Tim Finn Review: Katy Guillen & The Girls


Katy Guillen commemorated her birthday Saturday night in a big way: in front of a boisterous crowd of about 600 inside The Garage at Knuckleheads.

The show was much more than a birthday celebration; it was also a grand farewell.  After nearly seven years together, her band, Katy Guillen & The Girls (Guillen, Claire Adams and Stephanie Williams), are embarking on what they ‘re calling “an indefinite hiatus,” a euphemism for breaking up.

Saturday’s show would prove to be a rousing and righteous sendoff: a sterling showcase of the trio’s songwriting, musicianship, and taut, polished stage show.

The evening began with a set from Olivia Fox, a Kansas City trio (Lauren Flynn, Tiffany Smith and Aubrey Callahan) that gives its melodic folk-based songs unique and clever twists, lacquering nearly all of them with radiant two- and three-part harmonies.

Their set included two songs from a recently released four-song EP of covers, Renditions: a dramatic reconstruction of Bon Jovi’s You Give Love a Bad Name and then a splendid remake of the Cranberries’ Zombie.

They would return at night’s end to join Guillen and The Girls for the evening’s finale: a joyous cover of Tom Petty & The Heartbreakers’ American Girl.

The headliners took the stage to the sounds of Walk Like an Egyptian by the Bangles, another all-women band that made heavy waves in its time and inspired girls to learn an instrument and start a band.  Their name would be invoked later in the show.

The 28-song setlist plumbed the band’s three full-length albums and brand-new EP plus Guillen’s pre-Girls album, When I Get Away, recorded with ace drummer Go-Go Ray.

The blues is their foundation, the bedrock from which nearly all sounds spring, but over the course of six-plus years, they developed ways of imparting and imposing their own traits and ways upon their songs, at times insinuating, explicitly and implicitly, other genres: metal, hard rock, even prog-rock.

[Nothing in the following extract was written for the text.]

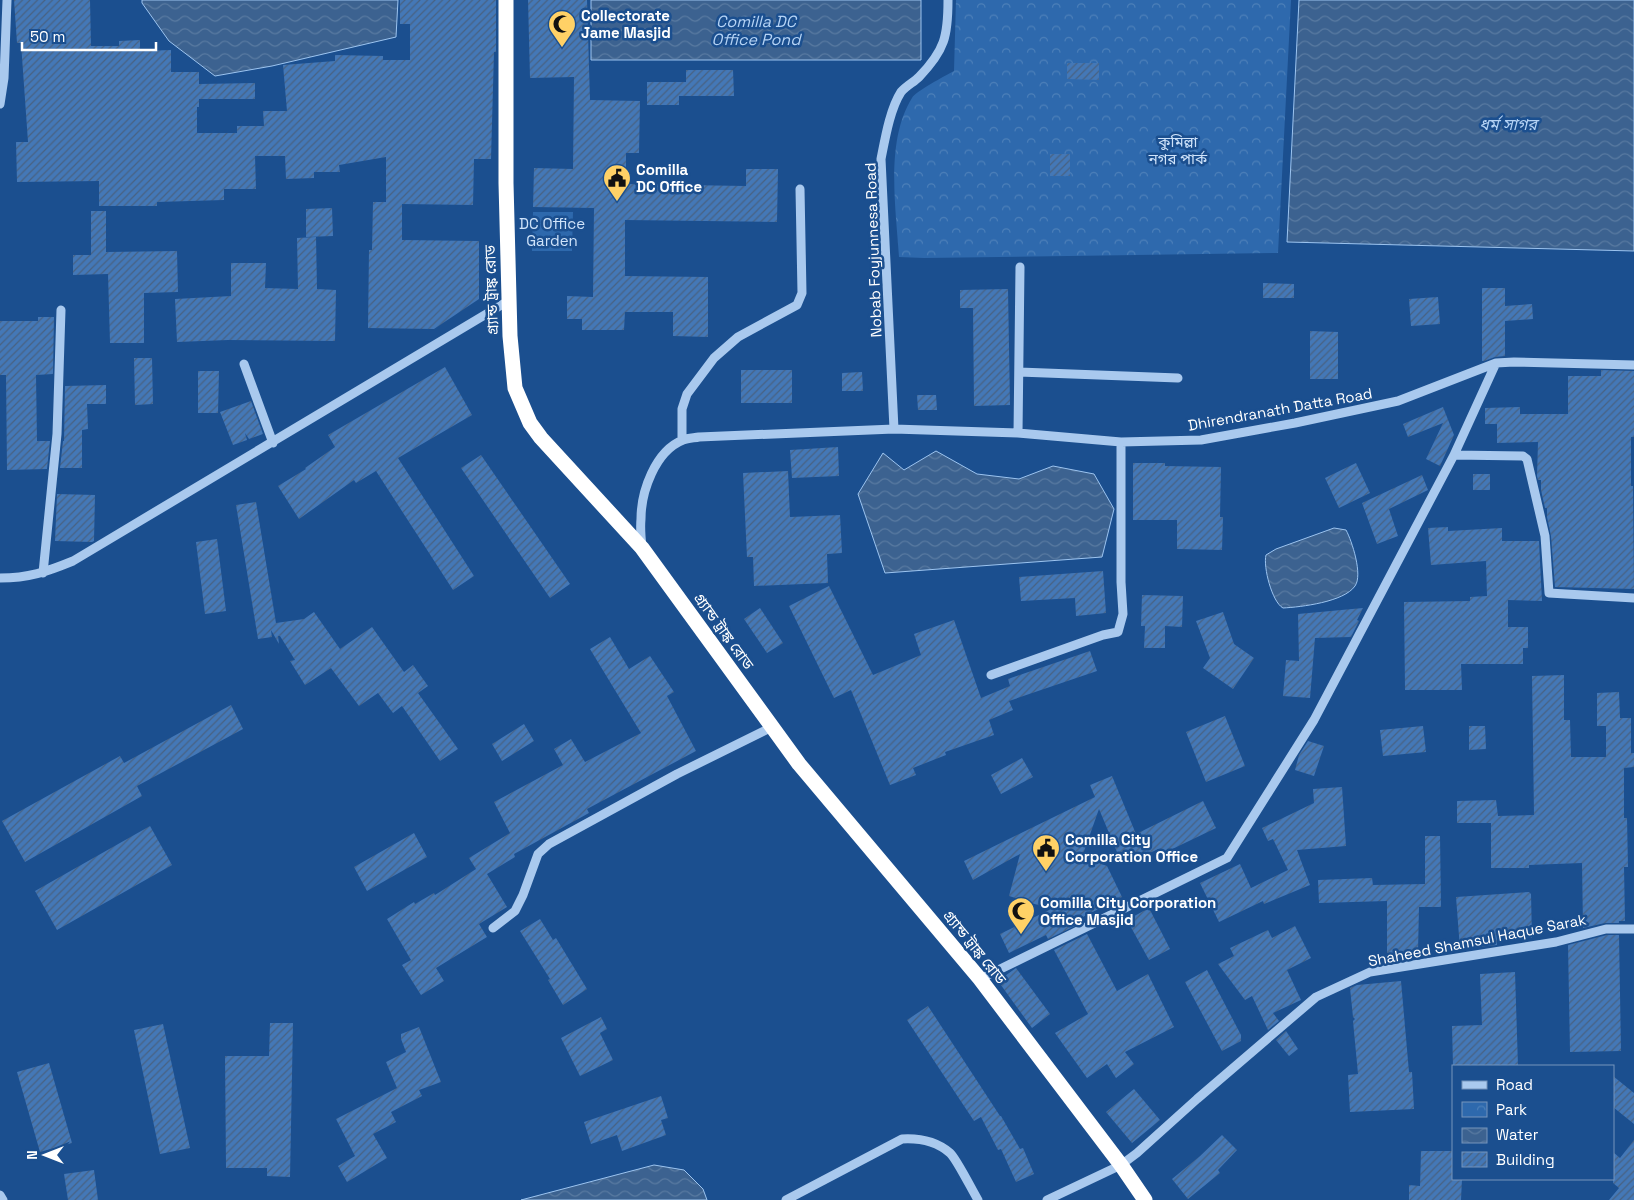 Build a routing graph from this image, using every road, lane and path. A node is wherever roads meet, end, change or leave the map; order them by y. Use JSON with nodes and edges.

A new song, the ebullient In Love With an Idea, felt sprung from the early days of rock ‘n’ roll.


Guillen is a dynamic guitarist, whether discharging rhythmic riffs underneath her lead vocals or leading the band on an instrumental foray. Her solos are efficient as they are brilliant—void of noodling and shredding and bereft of rock-blues clichés.

Although some of their songs are built on progressions that are standard and familiar, she, Williams (drums) and Adams (bass) take them to fresh, improved and reinvigorated places. It’s like hearing an old joke with a new, wittier punchline.

All that was evident in their reworkings of standards like Baby Please Don’t Go and Got My Mojo Working.

But they can write outside the blues realm, too, as is apparent on Four Walls, the four-track EP they recorded in the band’s waning weeks. It was issued as a final gift to their fans, they said, but it’s so good it also feels a little like salt in a wound.

The hard-pop song City of Fountains was introduced as a “Bangles Bastards” song for its inspirations: the Bangles and the Heartless Bastards (whose singer, Erika Wennerstrom, is one of Guillen’s vocal inspirations).  Back to Normal, also from Four Walls, is a swath of fetching jangle folk-pop that erupts into a wigged-out rock jam.

Before leading the band through a rip-snorting cover of When the Levee Breaks, Guillen stopped to tune her guitar. It took a few moments longer than expected, so she apologized but also implied it was a way of delaying the inevitable: the evening’s end.

She would also declare the night a “celebration,” as in not a wake or memorial service, no reason to mourn or be sad but a time to revel in accomplishments. And memories.

Towards the end of the first set, Guillen got sentimental as she introduced the title track to Four Walls. The tender ballad is an elegy to her grandmother, who, dubious about Guillen’s pursuit of a career in music, advised her to get a degree, “a fall back.” Before she died, however, she “squeezed my hand” and let Guillen know how proud she was of her granddaughter and her career in music.

Any parent who experiences a child’s graduation, whether from middle school, high school or college, knows the feeling of deep bittersweetness: a mix of melancholy and pride and a concrete sense that much time has passed.

And that’s what this show felt like: a valediction, a time to celebrate the past and anticipate what lies ahead.

SETLIST
Don’t Get Bitter; Old Best Friend; Don’t Need Anyone; Don’t Turn Your Back; Play My Sorrows; Smaller Each Day; Back in Kansas City; Woke Up In Spain; Stalling on Dreams; Cold Was The Night; Heavy Days; The Load; The Race; Humbucker; Quiver; When the Levee Breaks; Waking Up From You; In Love With an Idea; City of Fountains; Can’t Live Here; Four Walls; Got My Mojo Workin’; Grind; Earth Angel; Baby Please Don’t Go. Encore: Red House; Back to Normal; American Girl.